● What the task requires: Extract each line from the entries below that has the string "main" in it.

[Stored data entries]
---*---

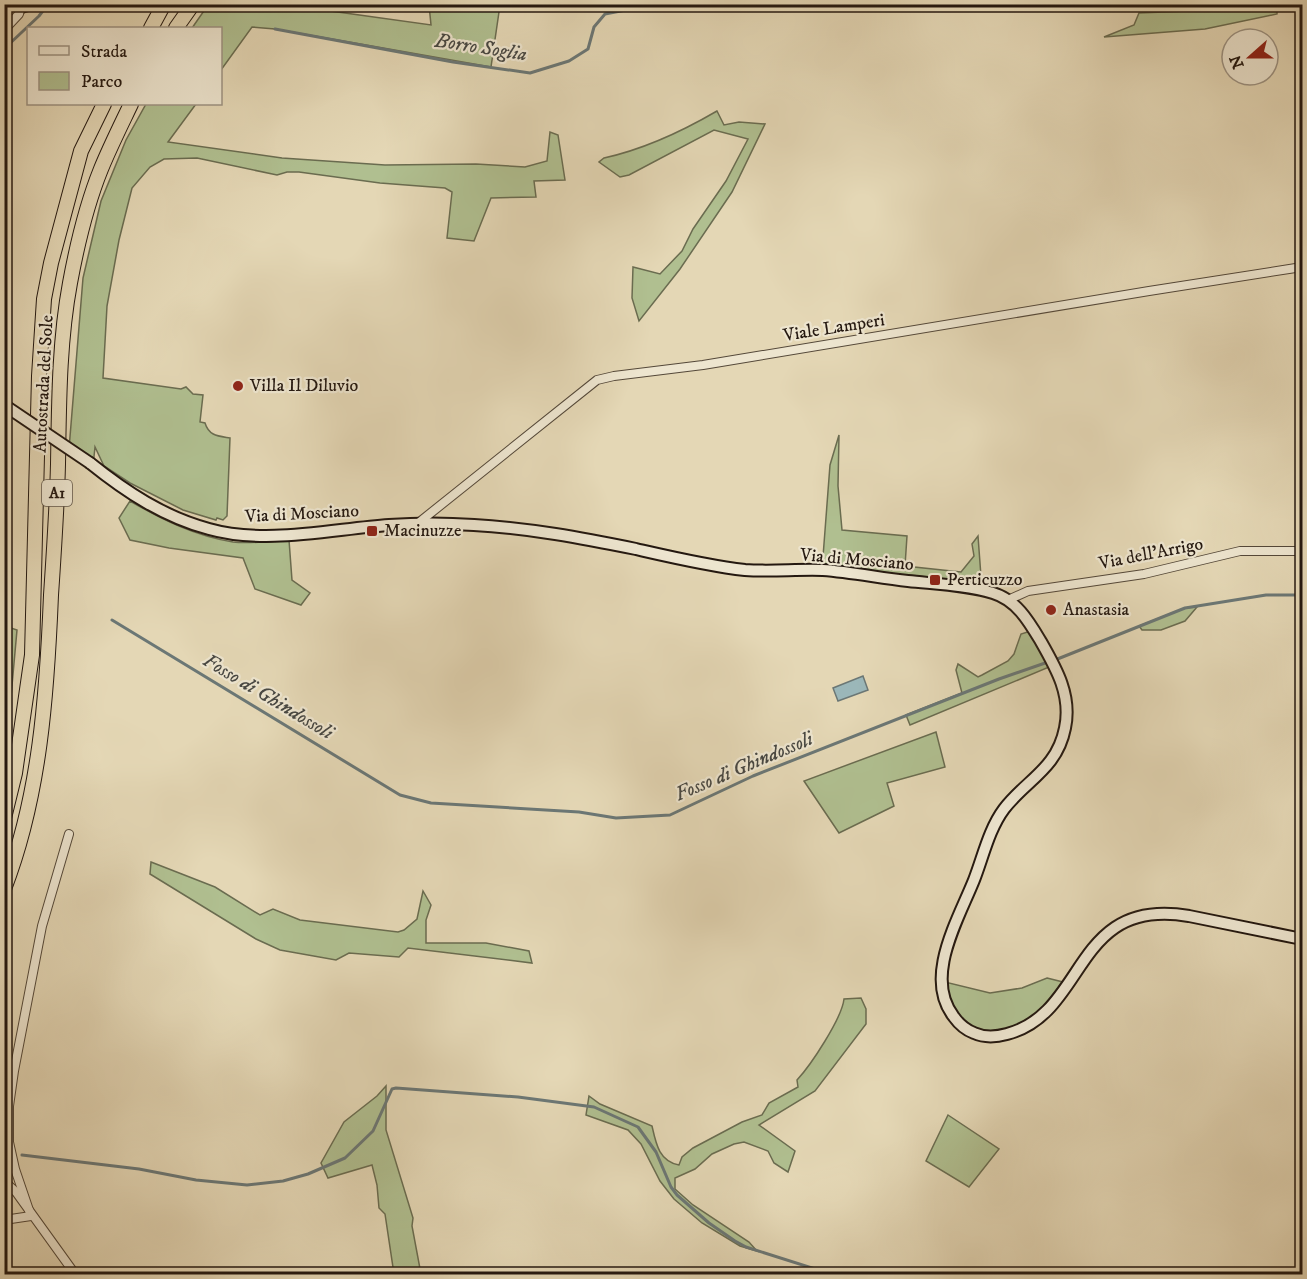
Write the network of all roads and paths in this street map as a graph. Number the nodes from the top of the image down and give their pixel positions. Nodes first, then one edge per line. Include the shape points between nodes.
1 (164, 4) edge
2 (193, 4) edge
3 (22, 5) edge
4 (152, 27) edge
5 (177, 27) edge
6 (4, 30) edge
7 (104, 105) edge
8 (131, 105) edge
9 (1302, 267) edge
10 (4, 405) edge
11 (417, 524) junction
12 (1302, 551) edge
13 (1008, 600) junction
14 (4, 818) edge
15 (69, 834) dead end
16 (4, 889) edge
17 (1302, 939) edge
18 (4, 1181) edge
19 (31, 1216) junction
20 (4, 1220) edge
21 (75, 1275) edge

1 - 4 highway
2 - 5 highway
3 - 6 street
7 - 14 highway, Autostrada del Sole / A1 via 81,151 44,299 32,655 15,773
8 - 16 highway, Autostrada del Sole / A1 via 101,170 81,229 69,285 60,369 48,658 41,731 21,838
9 - 11 street, Viale Lamperi via 597,380
10 - 11 main road, Via di Mosciano, bridge via 142,501 209,529 289,534
11 - 13 main road, Via di Mosciano via 527,529 743,570 822,570 973,589
12 - 13 street, Via dell'Arrigo via 1240,551 1144,574 1028,591
13 - 17 main road, Via di Mosciano via 1029,621 1054,665 1065,695 1065,730 1054,757 1003,810 989,841 945,952 941,985 951,1014 970,1032 985,1037 1019,1031 1048,1011 1105,935 1133,918 1151,914 1171,913
15 - 19 street via 42,926 9,1106 9,1142
18 - 19 street
19 - 20 street
19 - 21 street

---*---

● Written answer:
10 - 11 main road, Via di Mosciano, bridge via 142,501 209,529 289,534
11 - 13 main road, Via di Mosciano via 527,529 743,570 822,570 973,589
13 - 17 main road, Via di Mosciano via 1029,621 1054,665 1065,695 1065,730 1054,757 1003,810 989,841 945,952 941,985 951,1014 970,1032 985,1037 1019,1031 1048,1011 1105,935 1133,918 1151,914 1171,913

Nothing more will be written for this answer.